Author: Yinhui(Kami) Yang
OBJECTIVE: Flight delays on airlines are common and have a big impact on both travelers and carriers. The study’s goal is to identify the average gain situation for flights.
METHODS: We first use the departure delay divided by arrival delay to solve the gain, and then we use the average air time in minutes to solve the difference in flight duration between the long and short routes. Also, appropriate some exploratory analysis if needed, since we believe that could help in finding with substantial delays’ causes and average gain.
RESULTS: The permutation tests with difference model results was just 0.002 which we conclude that there is a statistically significant difference in average gain and relative gain. Diagnostic histogram charts that indicate top 5 most common destination airports reveals a commonality in having similarly modal peak at a gain, and when we look at the average of top 5 most common destination airports average gain are between 5 to 10, so that we have strengthens reason to believe significant difference for each case.
CONCLUSION: Airlines report the reasons for delays in different major categories, but in-deep, flight delay, flight departure, flight arrival, and flight duration problems are the main causes of delays. In conclusion, the dataset lacked the predictors necessary to fully account for air traffic congestion, delayed arrivals, boarding issues, personnel problems, and mechanical issues. This constitutes a study restriction. But we still could conclude that the flight delays and flight planning we have experienced thus far are serious problems. Therefore, in order to increase productivity and customer satisfaction, we would need to prioritize reducing flight delays, lengthening flights, and working on flight planning.
1. Does the average gain differ for flights that departed late versus those that did not? What about for flights that departed more than 30 minutes late?
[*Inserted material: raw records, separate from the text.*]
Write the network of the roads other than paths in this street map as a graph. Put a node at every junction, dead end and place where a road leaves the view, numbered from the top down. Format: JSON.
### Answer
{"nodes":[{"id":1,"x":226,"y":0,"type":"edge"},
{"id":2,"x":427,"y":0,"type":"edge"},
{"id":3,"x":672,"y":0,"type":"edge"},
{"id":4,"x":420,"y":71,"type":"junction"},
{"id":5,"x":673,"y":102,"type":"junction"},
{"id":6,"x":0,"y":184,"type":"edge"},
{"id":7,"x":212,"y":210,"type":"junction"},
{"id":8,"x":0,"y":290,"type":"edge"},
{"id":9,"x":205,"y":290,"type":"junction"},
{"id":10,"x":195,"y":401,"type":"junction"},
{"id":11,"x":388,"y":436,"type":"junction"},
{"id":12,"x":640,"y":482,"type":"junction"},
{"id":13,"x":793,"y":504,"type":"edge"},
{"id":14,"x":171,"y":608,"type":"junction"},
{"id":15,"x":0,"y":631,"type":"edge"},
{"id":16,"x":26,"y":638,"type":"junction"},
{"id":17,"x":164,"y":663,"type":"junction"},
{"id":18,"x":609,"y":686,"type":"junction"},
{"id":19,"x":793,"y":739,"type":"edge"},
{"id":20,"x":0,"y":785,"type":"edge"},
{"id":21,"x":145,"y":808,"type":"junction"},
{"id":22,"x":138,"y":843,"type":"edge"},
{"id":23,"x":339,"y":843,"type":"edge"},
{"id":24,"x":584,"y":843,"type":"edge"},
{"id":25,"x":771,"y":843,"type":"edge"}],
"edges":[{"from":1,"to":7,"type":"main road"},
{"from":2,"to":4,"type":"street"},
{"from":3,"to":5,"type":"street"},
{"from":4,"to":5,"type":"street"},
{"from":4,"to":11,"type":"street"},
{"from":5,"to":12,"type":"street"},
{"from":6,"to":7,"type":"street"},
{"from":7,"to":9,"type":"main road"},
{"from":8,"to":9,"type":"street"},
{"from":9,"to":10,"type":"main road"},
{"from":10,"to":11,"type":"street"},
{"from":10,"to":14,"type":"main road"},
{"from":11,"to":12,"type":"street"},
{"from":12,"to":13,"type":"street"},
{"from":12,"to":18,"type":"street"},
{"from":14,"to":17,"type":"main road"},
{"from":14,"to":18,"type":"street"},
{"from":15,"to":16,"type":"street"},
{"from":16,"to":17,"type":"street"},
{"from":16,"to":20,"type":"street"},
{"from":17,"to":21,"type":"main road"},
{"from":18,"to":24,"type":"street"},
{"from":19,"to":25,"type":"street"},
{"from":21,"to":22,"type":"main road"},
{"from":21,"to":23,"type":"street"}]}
Based on the above Late Departure (dep_delay > 0) permutation test results, we may conclude that there is a statistically significant difference in average gain between late flights and non-late flights because the p-value is 0.002, which is less than 0.05.
Based on the above Very Late Departure (dep_delay >= 30) permutation test results, we may conclude that there is a statistically significant difference in average gain between very late flights and non-very late flights because the p-value is 0.002, which is less than 0.05.
2. What are the five most common destination airports for United Airlines flights from New York City?
According to the above distribution of the gain for each of these top 5 airports is displayed in histograms. The distribution of each of these airports reveals a commonality in having a modal peak at a gain, and if we look at the average of top 5 most common destination airports average gain are between the range of 5 to 10. So for the frequency of the peak frequency varies depending on the number of airports that are destinations from New York airports.
3. Does the average gain per hour differ for flights that departed late versus those that did not? What about for flights that departed more than 30 minutes late?
Based on the above Relative Gain Late Departure (gain_per_hour > 0) permutation test results, we may conclude that there is a statistically significant difference in average relative gain between late flights and non-late flights because the p-value is 0.002, which is less than 0.05.
Based on the above Relative Gain Very Late Departure (gain_per_hour >= 30) permutation test results, we may conclude that there is a statistically significant difference in average relative gain between late flights and non-late flights because the p-value is 0.002, which is less than 0.05.
Based on the above Flight Duration Relative Gain permutation test results, we may conclude that there is a statistically significant difference in average relative gain between long flights and short flights because the p-value is 0.002, which is less than 0.05.